Ques: I have a question regarding FDA Class 1 medical devices which are exempt from GMP. Are Class 1 devices also exempt from the Design history files and the general records needed for design?
Ans: The question can be taken two ways. First, not all US Class I medical devices are exempt from the CGMPs, 21 CFR 820. That's specifically addressed under 820.1 Scope (s)(1) "... of all finished devices intended for human use." Yes, there are some exceptions . Check for your family of device under 21 CFR 8xx, which will state whether your specific device is exempt.

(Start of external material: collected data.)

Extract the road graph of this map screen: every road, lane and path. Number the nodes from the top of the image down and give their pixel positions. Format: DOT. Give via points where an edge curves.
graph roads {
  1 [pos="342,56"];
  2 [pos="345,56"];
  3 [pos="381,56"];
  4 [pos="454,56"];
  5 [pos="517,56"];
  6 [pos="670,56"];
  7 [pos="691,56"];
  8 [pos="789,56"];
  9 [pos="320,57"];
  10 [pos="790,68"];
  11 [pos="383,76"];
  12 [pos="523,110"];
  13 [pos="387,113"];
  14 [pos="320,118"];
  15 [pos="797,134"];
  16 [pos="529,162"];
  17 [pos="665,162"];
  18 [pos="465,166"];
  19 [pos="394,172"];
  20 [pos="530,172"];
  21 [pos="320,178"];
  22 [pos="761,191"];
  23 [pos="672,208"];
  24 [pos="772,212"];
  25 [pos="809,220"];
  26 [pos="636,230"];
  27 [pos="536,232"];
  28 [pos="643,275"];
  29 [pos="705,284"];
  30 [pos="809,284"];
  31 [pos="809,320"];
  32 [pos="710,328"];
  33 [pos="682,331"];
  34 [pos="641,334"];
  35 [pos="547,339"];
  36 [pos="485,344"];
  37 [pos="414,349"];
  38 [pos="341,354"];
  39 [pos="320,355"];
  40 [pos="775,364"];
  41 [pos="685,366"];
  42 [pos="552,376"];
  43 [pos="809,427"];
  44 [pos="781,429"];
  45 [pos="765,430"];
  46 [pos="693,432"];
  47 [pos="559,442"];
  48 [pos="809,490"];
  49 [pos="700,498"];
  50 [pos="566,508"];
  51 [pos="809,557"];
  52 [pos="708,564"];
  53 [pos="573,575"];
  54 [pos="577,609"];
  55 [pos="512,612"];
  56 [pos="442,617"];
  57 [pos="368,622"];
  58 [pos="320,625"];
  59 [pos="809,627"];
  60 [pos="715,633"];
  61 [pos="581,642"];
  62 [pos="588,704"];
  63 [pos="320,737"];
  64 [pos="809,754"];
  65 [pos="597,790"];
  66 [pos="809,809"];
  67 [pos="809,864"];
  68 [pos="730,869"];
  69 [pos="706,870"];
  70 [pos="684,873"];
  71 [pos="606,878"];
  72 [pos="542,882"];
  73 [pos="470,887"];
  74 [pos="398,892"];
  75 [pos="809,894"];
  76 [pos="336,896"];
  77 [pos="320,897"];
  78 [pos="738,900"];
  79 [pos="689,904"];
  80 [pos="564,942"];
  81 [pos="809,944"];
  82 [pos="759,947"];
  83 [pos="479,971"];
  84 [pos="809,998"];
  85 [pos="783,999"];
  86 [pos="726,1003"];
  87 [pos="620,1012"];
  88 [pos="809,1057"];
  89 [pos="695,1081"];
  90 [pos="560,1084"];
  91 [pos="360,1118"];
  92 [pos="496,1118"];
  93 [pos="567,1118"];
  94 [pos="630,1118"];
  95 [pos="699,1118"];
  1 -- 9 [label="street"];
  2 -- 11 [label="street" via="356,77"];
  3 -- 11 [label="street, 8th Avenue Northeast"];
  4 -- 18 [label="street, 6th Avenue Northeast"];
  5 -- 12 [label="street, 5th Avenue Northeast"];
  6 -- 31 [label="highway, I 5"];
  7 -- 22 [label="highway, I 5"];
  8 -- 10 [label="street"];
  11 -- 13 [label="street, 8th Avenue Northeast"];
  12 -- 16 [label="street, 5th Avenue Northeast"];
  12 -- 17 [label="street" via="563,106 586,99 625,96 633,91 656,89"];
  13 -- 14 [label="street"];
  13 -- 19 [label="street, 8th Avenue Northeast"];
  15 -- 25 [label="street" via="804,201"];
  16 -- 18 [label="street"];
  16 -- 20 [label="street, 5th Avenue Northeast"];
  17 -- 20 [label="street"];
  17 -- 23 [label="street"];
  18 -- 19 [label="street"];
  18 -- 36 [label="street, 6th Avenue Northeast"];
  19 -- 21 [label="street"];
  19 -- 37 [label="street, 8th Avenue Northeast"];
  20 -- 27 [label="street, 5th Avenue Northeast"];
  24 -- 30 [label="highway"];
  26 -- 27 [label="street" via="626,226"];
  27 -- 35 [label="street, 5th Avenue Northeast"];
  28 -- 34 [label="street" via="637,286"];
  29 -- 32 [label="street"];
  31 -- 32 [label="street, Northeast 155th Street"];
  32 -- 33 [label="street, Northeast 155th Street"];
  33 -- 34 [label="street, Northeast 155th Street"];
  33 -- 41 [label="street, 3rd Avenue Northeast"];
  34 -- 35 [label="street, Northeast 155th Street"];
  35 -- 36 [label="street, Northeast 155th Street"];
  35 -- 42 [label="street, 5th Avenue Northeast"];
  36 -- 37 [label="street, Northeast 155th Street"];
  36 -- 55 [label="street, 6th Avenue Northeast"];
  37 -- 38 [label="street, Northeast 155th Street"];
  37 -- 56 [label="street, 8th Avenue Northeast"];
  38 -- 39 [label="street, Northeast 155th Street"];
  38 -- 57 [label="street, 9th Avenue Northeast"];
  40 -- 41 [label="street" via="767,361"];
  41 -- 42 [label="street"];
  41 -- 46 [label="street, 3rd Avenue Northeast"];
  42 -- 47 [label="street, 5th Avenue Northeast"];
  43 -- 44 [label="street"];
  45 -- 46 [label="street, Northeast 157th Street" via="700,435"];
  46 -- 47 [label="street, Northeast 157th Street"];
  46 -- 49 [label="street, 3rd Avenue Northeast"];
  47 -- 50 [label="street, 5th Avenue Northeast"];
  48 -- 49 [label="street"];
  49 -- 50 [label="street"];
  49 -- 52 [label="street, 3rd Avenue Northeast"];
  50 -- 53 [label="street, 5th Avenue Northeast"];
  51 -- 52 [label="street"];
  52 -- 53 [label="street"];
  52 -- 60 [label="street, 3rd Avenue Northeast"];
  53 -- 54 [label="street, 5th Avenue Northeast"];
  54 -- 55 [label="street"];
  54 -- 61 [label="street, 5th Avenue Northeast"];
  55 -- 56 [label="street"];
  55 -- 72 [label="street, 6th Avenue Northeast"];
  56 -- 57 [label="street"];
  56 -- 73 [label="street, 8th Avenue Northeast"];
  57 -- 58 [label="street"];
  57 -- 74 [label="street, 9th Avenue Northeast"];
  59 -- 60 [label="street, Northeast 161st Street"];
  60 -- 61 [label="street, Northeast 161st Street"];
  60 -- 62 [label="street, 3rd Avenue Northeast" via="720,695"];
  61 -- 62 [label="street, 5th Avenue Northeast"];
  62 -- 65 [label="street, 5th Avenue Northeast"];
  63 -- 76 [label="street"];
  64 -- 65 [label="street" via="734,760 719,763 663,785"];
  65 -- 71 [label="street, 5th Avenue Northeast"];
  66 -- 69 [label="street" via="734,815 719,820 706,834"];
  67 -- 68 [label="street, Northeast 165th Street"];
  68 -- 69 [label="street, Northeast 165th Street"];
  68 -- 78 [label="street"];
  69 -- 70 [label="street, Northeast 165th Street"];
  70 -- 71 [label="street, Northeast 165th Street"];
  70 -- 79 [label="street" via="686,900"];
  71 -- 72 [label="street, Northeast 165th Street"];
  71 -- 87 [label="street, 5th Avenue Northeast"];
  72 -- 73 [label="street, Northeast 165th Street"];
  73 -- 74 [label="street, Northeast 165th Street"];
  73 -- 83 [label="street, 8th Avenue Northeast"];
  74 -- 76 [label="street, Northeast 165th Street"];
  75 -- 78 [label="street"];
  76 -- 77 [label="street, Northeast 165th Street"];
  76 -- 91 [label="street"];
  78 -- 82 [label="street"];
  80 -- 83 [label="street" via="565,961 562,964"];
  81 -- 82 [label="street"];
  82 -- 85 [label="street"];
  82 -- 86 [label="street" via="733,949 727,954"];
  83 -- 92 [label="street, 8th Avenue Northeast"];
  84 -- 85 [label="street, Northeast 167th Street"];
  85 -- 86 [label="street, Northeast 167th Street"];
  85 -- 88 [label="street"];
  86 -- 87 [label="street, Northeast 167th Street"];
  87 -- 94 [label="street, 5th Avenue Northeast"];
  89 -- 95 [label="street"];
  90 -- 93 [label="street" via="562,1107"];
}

https://www.fda.gov/medicaldevices/deviceregulationandguidance/overview/generalandspecialcontrols/ucm055910.htm
states that "General Controls" under which all Classes if medical devices fall, including the majority of Class1, include the GMPs.
But, see also:
https://www.fda.gov/medicaldevices/deviceregulationandguidance/postmarketrequirements/qualitysystemsregulations/ which states in part:
"FDA has determined that certain types of medical devices are exempt from GMP requirements. These devices are exempted by FDA classification regulations published in the Federal Register and codified in 21 CFR 862 to 892. Exemption from the GMP requirements does not exempt manufacturers of finished devices from keeping complaint files (21 CFR 820.198) or from general requirements concerning records (21 CFR 820.180)."
Also, note 820.30 Design Control (a)(2) list Class 1 devices that are specifically subject to design controls.
So, to determine the exact state of your medical device, you'd have to find its family listing under 21 CFR 8xx, and note what is said regarding FDA requirements.